Dedicated to confronting this issue, GIZ, with oversight from BMZ, has contributed 1.2 million euro to the ‘AGORA: Acting Together Now for Pro-poor Strategies against Soil and Land Degradation’ project, led by CIAT in partnership with local institutions and the Institute for Advanced Sustainability Studies (IASS).
“It is not a matter of expecting the unexpected. We know that land degradation is happening here and now,” said CIAT soils program director Deborah Bossio. “Land degradation wipes out an area three times the size of Switzerland on annual basis, but few take notice.”
“The silver lining is that we already have proven methods to mitigate and reverse land degradation,” explained Bossio. Still, adoption rates remain low. Initiatives to address land degradation often fail to address social, economic, and political issues which are essential to achieve long-term impact.

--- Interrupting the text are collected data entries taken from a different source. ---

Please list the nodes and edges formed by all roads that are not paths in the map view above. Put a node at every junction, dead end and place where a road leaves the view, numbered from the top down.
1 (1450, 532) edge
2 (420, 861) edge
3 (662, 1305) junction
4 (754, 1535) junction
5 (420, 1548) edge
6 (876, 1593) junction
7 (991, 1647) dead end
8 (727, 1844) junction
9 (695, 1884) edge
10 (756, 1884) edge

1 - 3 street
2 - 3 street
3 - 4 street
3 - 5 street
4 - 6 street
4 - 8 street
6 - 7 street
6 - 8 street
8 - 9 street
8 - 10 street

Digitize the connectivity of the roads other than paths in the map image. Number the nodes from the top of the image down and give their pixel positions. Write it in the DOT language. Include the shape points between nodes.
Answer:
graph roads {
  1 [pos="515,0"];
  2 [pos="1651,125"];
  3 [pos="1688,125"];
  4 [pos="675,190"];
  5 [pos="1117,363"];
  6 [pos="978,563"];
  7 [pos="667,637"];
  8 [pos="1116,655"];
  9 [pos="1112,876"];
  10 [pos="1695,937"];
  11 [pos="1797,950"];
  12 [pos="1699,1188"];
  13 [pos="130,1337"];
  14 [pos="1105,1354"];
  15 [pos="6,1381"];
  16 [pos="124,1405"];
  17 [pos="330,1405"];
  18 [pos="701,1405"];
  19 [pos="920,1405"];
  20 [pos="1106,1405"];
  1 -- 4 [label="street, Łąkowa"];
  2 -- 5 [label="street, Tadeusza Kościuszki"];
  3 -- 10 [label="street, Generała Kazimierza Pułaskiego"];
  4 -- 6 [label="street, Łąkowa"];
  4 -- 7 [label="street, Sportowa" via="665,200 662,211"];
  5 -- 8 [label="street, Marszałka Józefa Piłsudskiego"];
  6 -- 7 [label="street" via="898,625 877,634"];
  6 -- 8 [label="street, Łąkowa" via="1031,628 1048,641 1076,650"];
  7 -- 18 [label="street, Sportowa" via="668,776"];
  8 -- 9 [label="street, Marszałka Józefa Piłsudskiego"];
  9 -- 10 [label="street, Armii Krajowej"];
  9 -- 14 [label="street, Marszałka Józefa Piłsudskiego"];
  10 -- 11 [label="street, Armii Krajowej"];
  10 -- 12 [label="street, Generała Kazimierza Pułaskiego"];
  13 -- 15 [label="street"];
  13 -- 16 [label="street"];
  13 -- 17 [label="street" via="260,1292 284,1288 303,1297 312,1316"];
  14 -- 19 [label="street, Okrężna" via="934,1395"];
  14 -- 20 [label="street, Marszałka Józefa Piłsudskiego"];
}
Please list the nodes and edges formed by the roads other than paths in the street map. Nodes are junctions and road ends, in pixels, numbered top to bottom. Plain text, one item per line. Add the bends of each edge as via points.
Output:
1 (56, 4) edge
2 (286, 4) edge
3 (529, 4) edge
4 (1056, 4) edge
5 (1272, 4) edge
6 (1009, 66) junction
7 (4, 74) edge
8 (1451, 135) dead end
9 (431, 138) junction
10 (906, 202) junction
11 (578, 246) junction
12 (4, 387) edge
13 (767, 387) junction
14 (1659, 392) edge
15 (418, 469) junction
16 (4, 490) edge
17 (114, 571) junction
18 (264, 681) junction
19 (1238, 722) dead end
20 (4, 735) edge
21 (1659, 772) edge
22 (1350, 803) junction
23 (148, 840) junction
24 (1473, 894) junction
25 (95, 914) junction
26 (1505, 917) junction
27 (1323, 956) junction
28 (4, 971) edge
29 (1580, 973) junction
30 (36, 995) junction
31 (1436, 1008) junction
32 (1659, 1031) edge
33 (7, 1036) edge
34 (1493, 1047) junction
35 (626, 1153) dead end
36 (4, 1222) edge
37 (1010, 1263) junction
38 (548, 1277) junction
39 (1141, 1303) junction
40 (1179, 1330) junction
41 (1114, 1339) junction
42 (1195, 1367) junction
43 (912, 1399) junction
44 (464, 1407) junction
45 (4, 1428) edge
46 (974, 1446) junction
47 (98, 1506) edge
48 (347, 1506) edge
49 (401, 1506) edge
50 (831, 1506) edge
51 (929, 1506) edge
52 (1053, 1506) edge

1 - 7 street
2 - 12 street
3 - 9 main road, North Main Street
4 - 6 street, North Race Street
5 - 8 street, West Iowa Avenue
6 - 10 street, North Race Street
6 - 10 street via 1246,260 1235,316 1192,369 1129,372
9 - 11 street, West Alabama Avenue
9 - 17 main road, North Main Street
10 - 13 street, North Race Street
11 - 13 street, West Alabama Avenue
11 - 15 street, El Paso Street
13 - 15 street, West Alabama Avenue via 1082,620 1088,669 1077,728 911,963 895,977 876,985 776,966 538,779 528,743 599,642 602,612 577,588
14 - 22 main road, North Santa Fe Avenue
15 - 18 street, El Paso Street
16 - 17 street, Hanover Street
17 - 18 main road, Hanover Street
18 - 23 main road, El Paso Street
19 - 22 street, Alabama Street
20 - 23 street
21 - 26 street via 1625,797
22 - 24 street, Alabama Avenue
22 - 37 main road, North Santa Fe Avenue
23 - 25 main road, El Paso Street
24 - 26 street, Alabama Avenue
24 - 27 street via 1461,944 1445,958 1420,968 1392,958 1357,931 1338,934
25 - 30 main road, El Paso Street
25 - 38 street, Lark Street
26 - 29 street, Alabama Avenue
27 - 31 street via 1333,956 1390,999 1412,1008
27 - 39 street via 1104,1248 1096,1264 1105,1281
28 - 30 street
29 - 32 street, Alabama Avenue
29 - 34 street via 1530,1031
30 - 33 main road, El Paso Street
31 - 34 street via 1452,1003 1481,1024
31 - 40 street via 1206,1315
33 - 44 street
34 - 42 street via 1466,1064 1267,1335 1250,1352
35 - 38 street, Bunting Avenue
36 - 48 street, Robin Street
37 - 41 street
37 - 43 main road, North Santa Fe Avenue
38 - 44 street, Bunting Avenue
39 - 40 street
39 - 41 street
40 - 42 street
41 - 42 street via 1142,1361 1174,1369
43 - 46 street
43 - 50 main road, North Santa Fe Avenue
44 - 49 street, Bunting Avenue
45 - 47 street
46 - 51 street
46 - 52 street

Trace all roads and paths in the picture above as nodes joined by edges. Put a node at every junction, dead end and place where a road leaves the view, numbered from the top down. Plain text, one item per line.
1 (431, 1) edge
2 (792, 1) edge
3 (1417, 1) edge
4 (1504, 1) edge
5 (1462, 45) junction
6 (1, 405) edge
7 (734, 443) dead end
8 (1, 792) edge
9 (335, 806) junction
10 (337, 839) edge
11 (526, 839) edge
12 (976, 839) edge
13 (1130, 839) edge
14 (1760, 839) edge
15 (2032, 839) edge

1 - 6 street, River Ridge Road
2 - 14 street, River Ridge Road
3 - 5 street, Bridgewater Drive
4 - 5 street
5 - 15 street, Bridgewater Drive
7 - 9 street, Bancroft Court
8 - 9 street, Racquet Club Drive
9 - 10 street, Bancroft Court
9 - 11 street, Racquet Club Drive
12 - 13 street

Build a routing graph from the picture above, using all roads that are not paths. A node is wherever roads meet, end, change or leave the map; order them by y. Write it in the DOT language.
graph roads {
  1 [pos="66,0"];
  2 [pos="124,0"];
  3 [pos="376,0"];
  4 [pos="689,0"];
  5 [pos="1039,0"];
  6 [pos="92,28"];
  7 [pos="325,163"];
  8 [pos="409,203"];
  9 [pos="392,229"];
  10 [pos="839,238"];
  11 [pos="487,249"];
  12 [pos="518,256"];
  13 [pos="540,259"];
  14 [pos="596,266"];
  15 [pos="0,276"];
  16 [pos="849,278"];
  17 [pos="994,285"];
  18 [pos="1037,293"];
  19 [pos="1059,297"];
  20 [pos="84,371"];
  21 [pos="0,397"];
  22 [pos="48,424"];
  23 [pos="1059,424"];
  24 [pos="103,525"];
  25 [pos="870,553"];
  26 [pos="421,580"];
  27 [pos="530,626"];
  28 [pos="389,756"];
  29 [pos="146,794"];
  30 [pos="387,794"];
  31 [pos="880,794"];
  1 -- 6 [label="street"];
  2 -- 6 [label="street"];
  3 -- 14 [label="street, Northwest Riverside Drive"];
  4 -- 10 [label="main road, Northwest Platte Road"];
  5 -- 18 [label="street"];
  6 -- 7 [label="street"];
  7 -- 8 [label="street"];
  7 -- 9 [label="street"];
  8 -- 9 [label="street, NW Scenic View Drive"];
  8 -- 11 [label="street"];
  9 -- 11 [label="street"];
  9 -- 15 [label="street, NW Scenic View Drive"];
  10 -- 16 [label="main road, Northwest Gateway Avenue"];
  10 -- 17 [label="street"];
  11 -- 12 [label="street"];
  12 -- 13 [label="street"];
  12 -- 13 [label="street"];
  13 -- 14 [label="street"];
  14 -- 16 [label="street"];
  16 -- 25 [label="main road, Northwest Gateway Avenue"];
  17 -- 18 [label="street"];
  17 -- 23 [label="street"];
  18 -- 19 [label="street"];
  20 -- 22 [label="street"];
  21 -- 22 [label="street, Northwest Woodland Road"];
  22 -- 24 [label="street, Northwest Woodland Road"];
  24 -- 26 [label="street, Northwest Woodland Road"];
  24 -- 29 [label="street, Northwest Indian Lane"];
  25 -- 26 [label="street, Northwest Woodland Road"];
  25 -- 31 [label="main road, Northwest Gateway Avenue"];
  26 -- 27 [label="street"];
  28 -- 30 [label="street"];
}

Named after the ancient Greek gathering place, the agora, the 3-year-long collaborative project will use an innovative transdisciplinary approach involving all stakeholders to transform knowledge on sustainable land management into action.
The project will target its interventions in the Lushoto district of Tanzania and in the Shire River Basin of Malawi. These ecosystems have been severely damaged – under pressure from population, agriculture, and livestock – and services which these natural resources provide have been lost.
In Africa alone, up to 12% of agricultural GDP is lost due to deteriorating environmental conditions, contributing to high levels of poverty and chronic hunger. Urgent steps must be taken to reverse trends in degradation, while maintaining land’s integrity and productivity.
Germany is a pioneer for giving credence to the importance of protecting our ecosystems and land arability. In order to meet the food needs of a booming global population, others must follow Germany’s lead.